### The data:
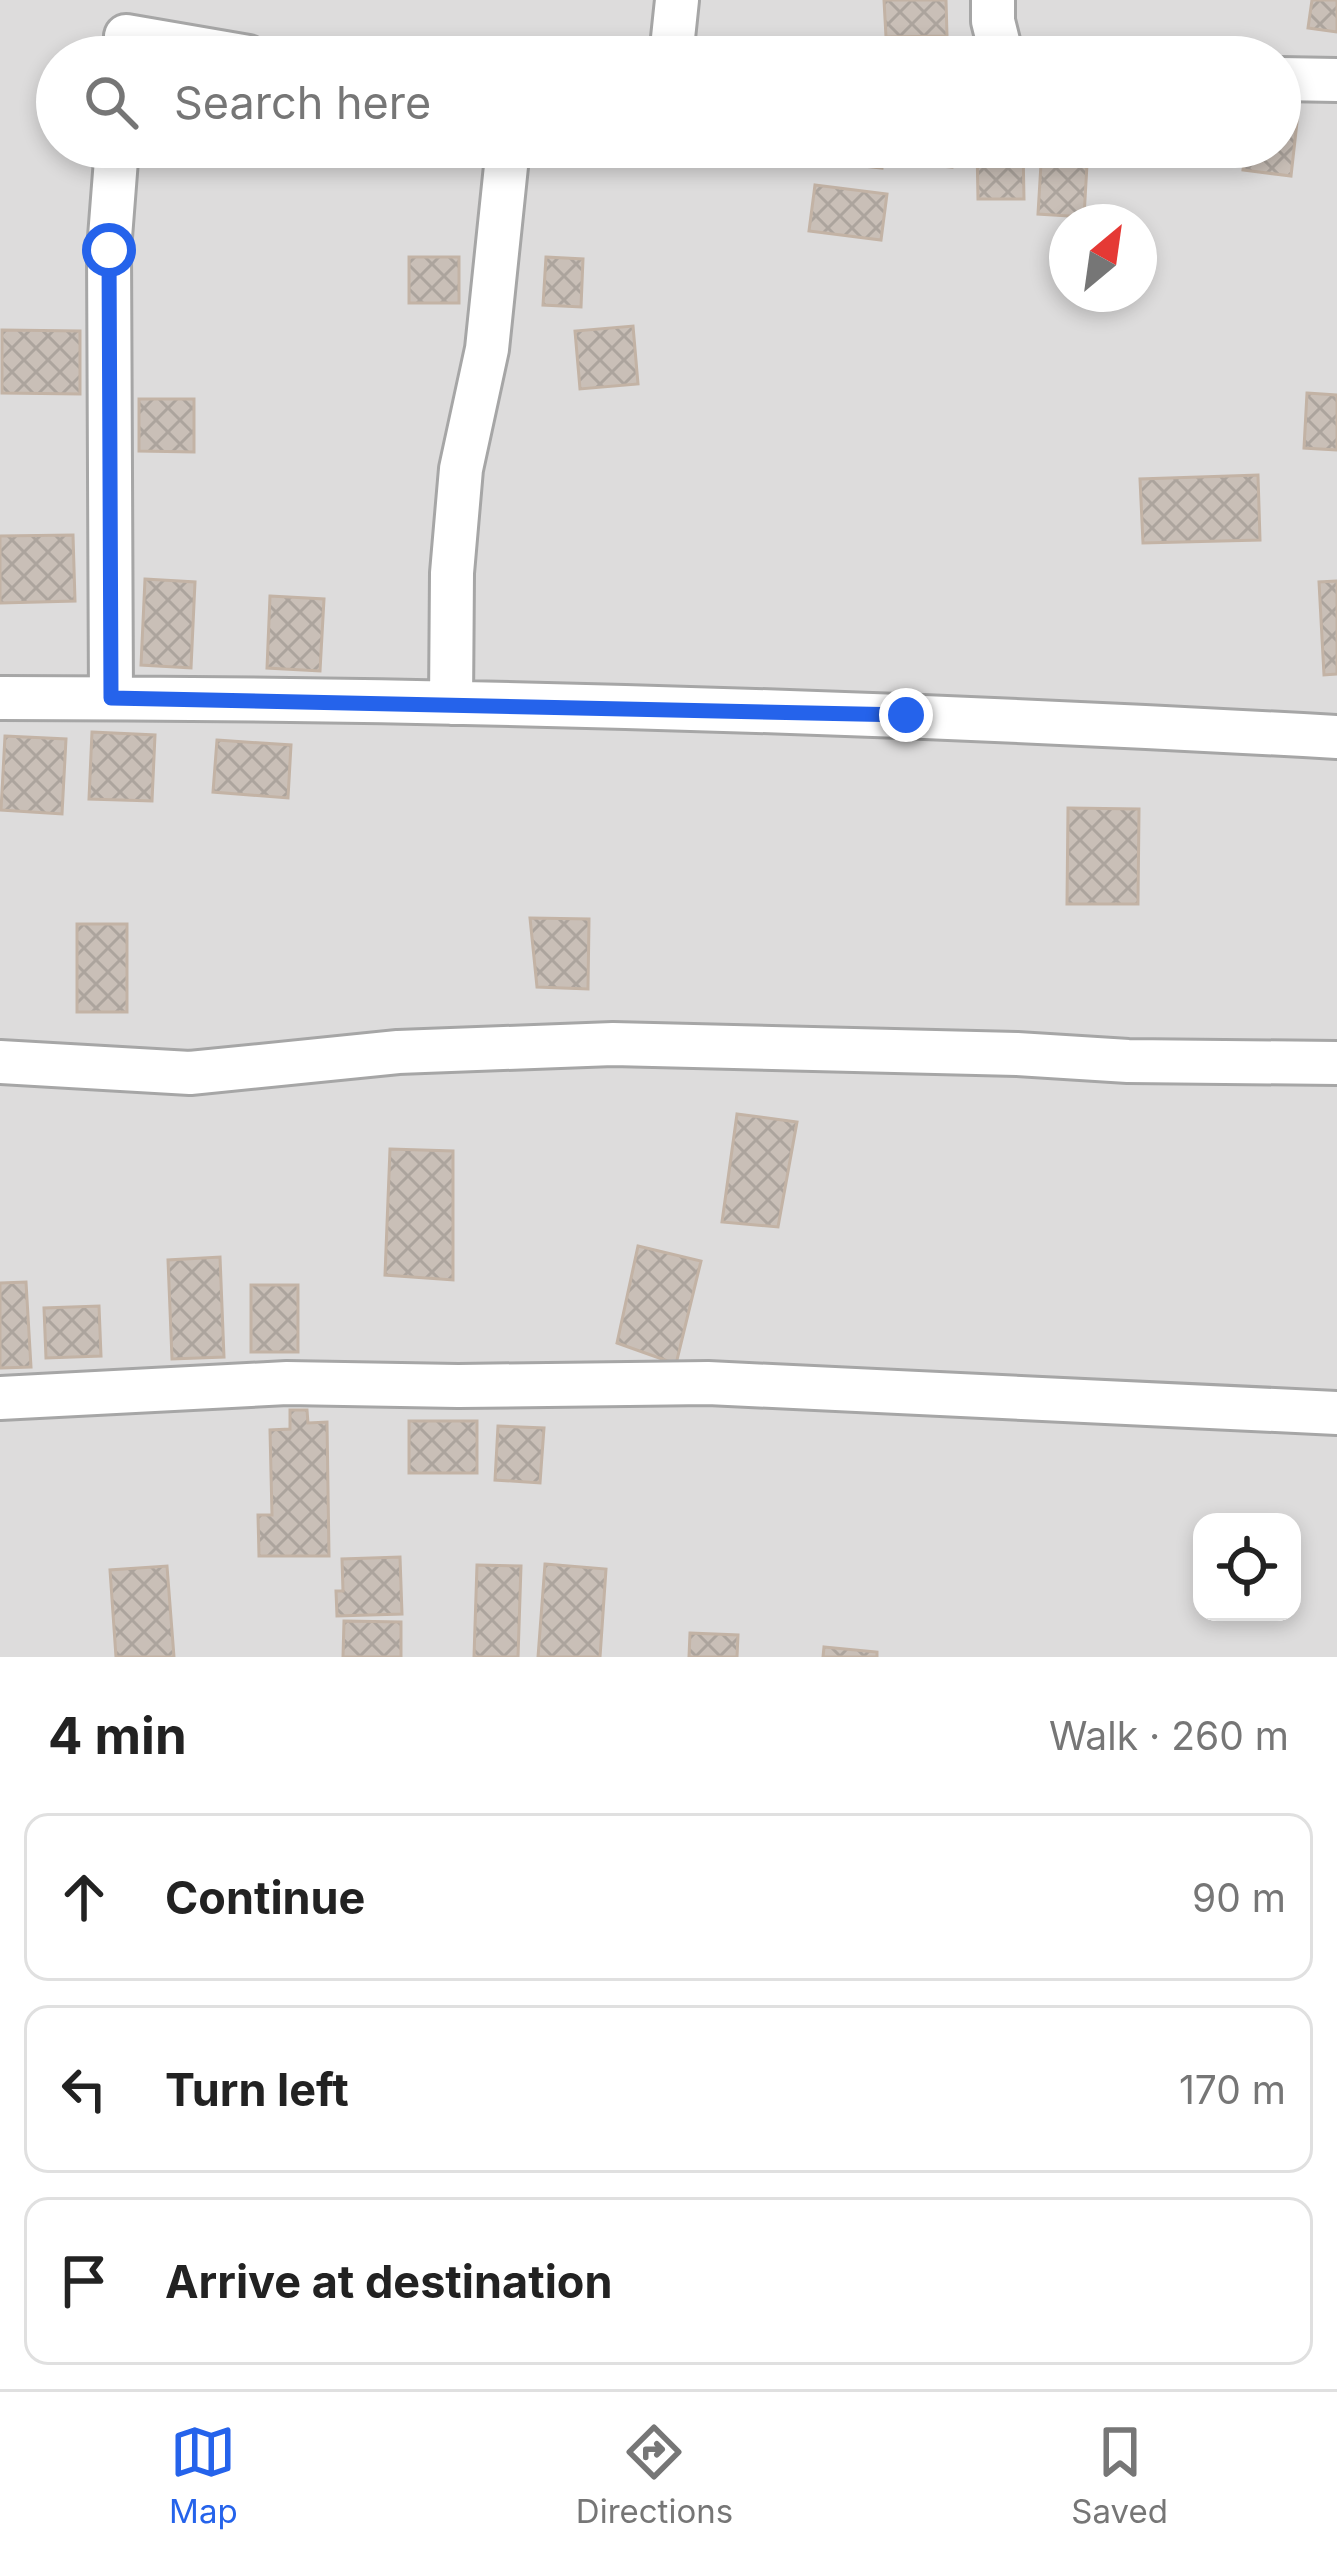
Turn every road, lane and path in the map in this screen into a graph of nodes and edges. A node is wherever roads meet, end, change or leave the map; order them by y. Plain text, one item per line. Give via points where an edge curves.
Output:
1 (677, 0) edge
2 (992, 0) edge
3 (673, 36) edge
4 (997, 36) edge
5 (1301, 80) edge
6 (1337, 80) edge
7 (115, 168) edge
8 (506, 168) edge
9 (0, 698) edge
10 (111, 698) junction
11 (452, 703) junction
12 (1337, 737) edge
13 (0, 1062) edge
14 (1337, 1063) edge
15 (0, 1398) edge
16 (1337, 1413) edge

1 - 3 street
2 - 4 street
5 - 6 street
7 - 10 street
8 - 11 street via 487,349 461,469
9 - 10 street
10 - 11 street
11 - 12 street via 951,716
13 - 14 street via 190,1073 398,1052 613,1044
15 - 16 street via 287,1383 708,1383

### Your assignment:
Repeat the material above in full and unchanged, minus its images.

### Result of the task:
Turn every road, lane and path in the map in this screen into a graph of nodes and edges. A node is wherever roads meet, end, change or leave the map; order them by y. Plain text, one item per line. Give via points where an edge curves.
Output:
1 (677, 0) edge
2 (992, 0) edge
3 (673, 36) edge
4 (997, 36) edge
5 (1301, 80) edge
6 (1337, 80) edge
7 (115, 168) edge
8 (506, 168) edge
9 (0, 698) edge
10 (111, 698) junction
11 (452, 703) junction
12 (1337, 737) edge
13 (0, 1062) edge
14 (1337, 1063) edge
15 (0, 1398) edge
16 (1337, 1413) edge

1 - 3 street
2 - 4 street
5 - 6 street
7 - 10 street
8 - 11 street via 487,349 461,469
9 - 10 street
10 - 11 street
11 - 12 street via 951,716
13 - 14 street via 190,1073 398,1052 613,1044
15 - 16 street via 287,1383 708,1383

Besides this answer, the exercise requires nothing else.